--- YOUR INSTRUCTIONS ---
Give back the line below containing "index tip: (274, 135)" and every later line, exactly.

(Source data)
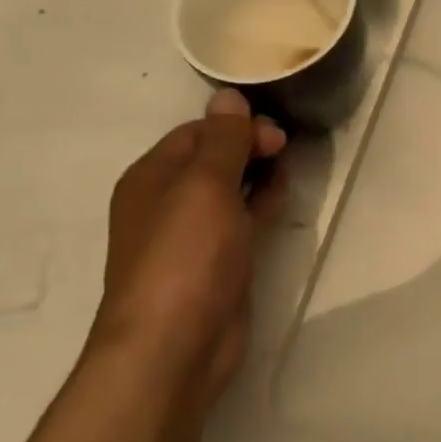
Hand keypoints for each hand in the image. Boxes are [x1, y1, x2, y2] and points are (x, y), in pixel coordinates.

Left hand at [91, 89, 286, 398]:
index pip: (197, 132)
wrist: (175, 347)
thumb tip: (228, 95)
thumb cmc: (185, 255)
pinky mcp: (218, 262)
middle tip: (285, 150)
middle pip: (214, 158)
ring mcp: (193, 235)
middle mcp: (167, 202)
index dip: (236, 126)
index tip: (274, 135)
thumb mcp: (205, 185)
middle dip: (250, 146)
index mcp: (151, 177)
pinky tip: (283, 197)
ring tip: (289, 166)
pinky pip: (242, 219)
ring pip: (231, 188)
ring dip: (259, 173)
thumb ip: (223, 139)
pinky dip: (262, 203)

--- EXERCISE RESPONSE ---
index tip: (274, 135)
thumb mcp: (205, 185)
middle dip: (250, 146)
index mcp: (151, 177)
pinky tip: (283, 197)
ring tip: (289, 166)
pinky pip: (242, 219)
ring pip: (231, 188)
ring dip: (259, 173)
thumb ip: (223, 139)
pinky dip: (262, 203)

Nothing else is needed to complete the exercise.